Additionally, nab-paclitaxel may enhance atezolizumab's anticancer activity. Patients treated with conventional paclitaxel often receive steroid premedication, which has been hypothesized to interfere with immunotherapy activity. Selecting nab-paclitaxel to partner with atezolizumab made for a "cleaner" trial design, said Schmid.
The IMpassion130 trial involved patients who had previously untreated metastatic TNBC, as defined by American Society of Clinical Oncology/College of American Pathologists criteria. Patients had a representative tumor specimen adequate for central assessment of PD-L1 expression status (cutoff for a positive test: ≥1% expression in tumor infiltrating cells).
Investigators randomized patients to receive nab-paclitaxel in combination with placebo or atezolizumab. Treatment continued until disease progression or occurrence of unacceptable toxicity.
The trial had two primary efficacy endpoints: investigator-assessed PFS and OS, both evaluated in the intention-to-treat (ITT) population and in the subgroup of patients with PD-L1-positive tumors.
Data analysis included 902 patients enrolled at 246 sites in 41 countries. Schmid reported that 369 patients had PD-L1-positive tumors. Data cutoff occurred after a median follow-up of 12.9 months.
The ITT analysis of PFS yielded a hazard ratio of 0.80 in favor of the atezolizumab arm (95% CI 0.69-0.92, P=0.002). The PFS analysis of the PD-L1-positive subgroup produced an HR 0.62 in favor of the atezolizumab arm (95% CI 0.49-0.78, P<0.001). Schmid reported that 29% of patients in the atezolizumab group and 16.4% of patients in the placebo group were alive without disease progression at 1 year.
The difference in median OS in the ITT population translated into an HR 0.84, which did not achieve statistical significance (95% CI 0.69-1.02, P=0.08). The survival advantage with atezolizumab in the PD-L1-positive subgroup did achieve statistical significance (HR 0.62, 95% CI 0.45-0.86).

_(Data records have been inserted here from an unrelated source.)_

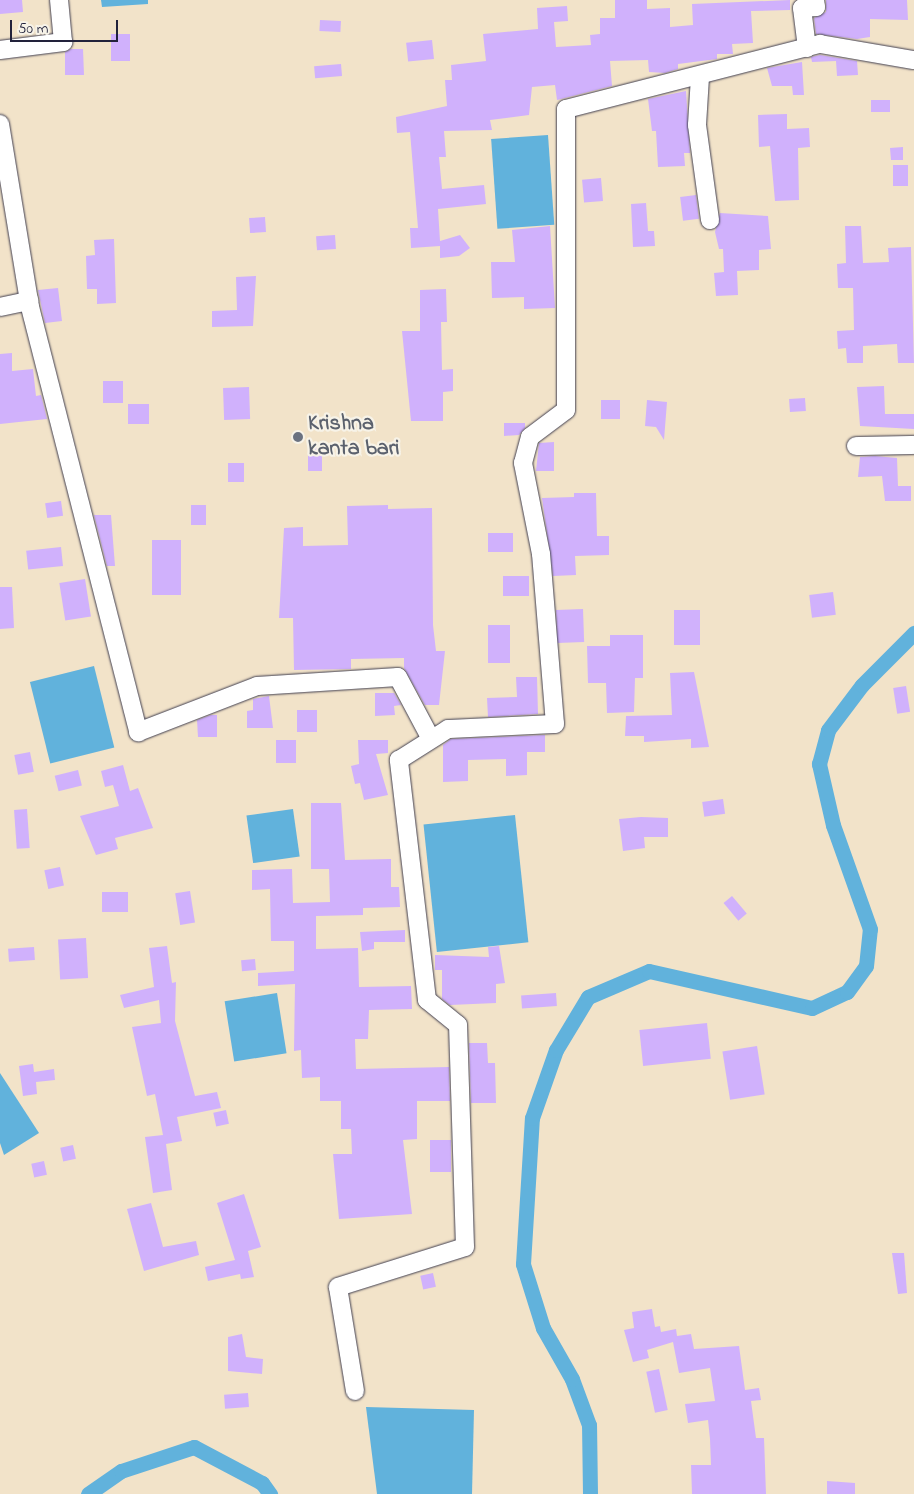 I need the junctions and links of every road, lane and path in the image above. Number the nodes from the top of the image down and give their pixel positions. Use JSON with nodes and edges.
{"nodes":[{"id":1,"x":59,"y":0,"type":"edge"},
{"id":2,"x":815,"y":0,"type":"edge"},
{"id":3,"x":807,"y":48,"type":"junction"},
{"id":4,"x":0,"y":50,"type":"edge"},
{"id":5,"x":914,"y":60,"type":"edge"},
{"id":6,"x":700,"y":77,"type":"junction"},
{"id":7,"x":0,"y":124,"type":"edge"},
{"id":8,"x":710,"y":220,"type":"dead end"},
{"id":9,"x":29,"y":302,"type":"junction"},
{"id":10,"x":0,"y":307,"type":"edge"},
{"id":11,"x":914,"y":445,"type":"edge"},
{"id":12,"x":856,"y":446,"type":"dead end"},
{"id":13,"x":431,"y":739,"type":"junction"},
{"id":14,"x":355,"y":1391,"type":"dead end"}],
"edges":[{"from":1,"to":4,"type":"street"},
{"from":2,"to":3,"type":"street"},
{"from":3,"to":5,"type":"street"},
{"from":3,"to":6,"type":"street"},
{"from":6,"to":8,"type":"street"},
{"from":6,"to":13,"type":"street"},
{"from":7,"to":9,"type":"street"},
{"from":9,"to":10,"type":"street"},
{"from":9,"to":13,"type":"street"},
{"from":11,"to":12,"type":"street"},
{"from":13,"to":14,"type":"street"}]}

The atezolizumab/nab-paclitaxel regimen led to an overall response rate of 56.0% as compared with 45.9% for nab-paclitaxel and placebo. Response rates in the PD-L1-positive subgroup were 58.9% and 42.6% in the atezolizumab and placebo groups, respectively. Median duration of response in the ITT population was 7.4 months with atezolizumab and 5.6 months with placebo. Corresponding values in the PD-L1-positive group were 8.5 and 5.5 months.
A similar proportion of patients in each treatment group had adverse events. The type and severity of adverse events were similar in the groups. Immune-related side effects occurred infrequently, the most common being hypothyroidism (17.3% in the atezolizumab arm, 4.3% in the placebo group).
Disclosures
The trial was supported by F. Hoffmann-La Roche.
Schmid disclosed relevant relationships with F. Hoffman-La Roche, Genentech, AstraZeneca, Oncogenex, Novartis, Astellas, Pfizer, Merck, Boehringer Ingelheim, Bayer, Eisai, Celgene, and Puma.
Primary Source
European Society for Medical Oncology
Schmid P, et al "IMpassion130: Results from a global, randomized, double-blind, phase III study of atezolizumab + nab-paclitaxel vs placebo + nab-P in treatment-naive, locally advanced or metastatic triple-negative breast cancer" ESMO 2018; Abstract LBA1-PR.
Secondary Source
New England Journal of Medicine
Schmid P, et al. "Atezolizumab and nab-paclitaxel in advanced triple-negative breast cancer" N Engl J Med 2018; DOI: 10.1056/NEJMoa1809615.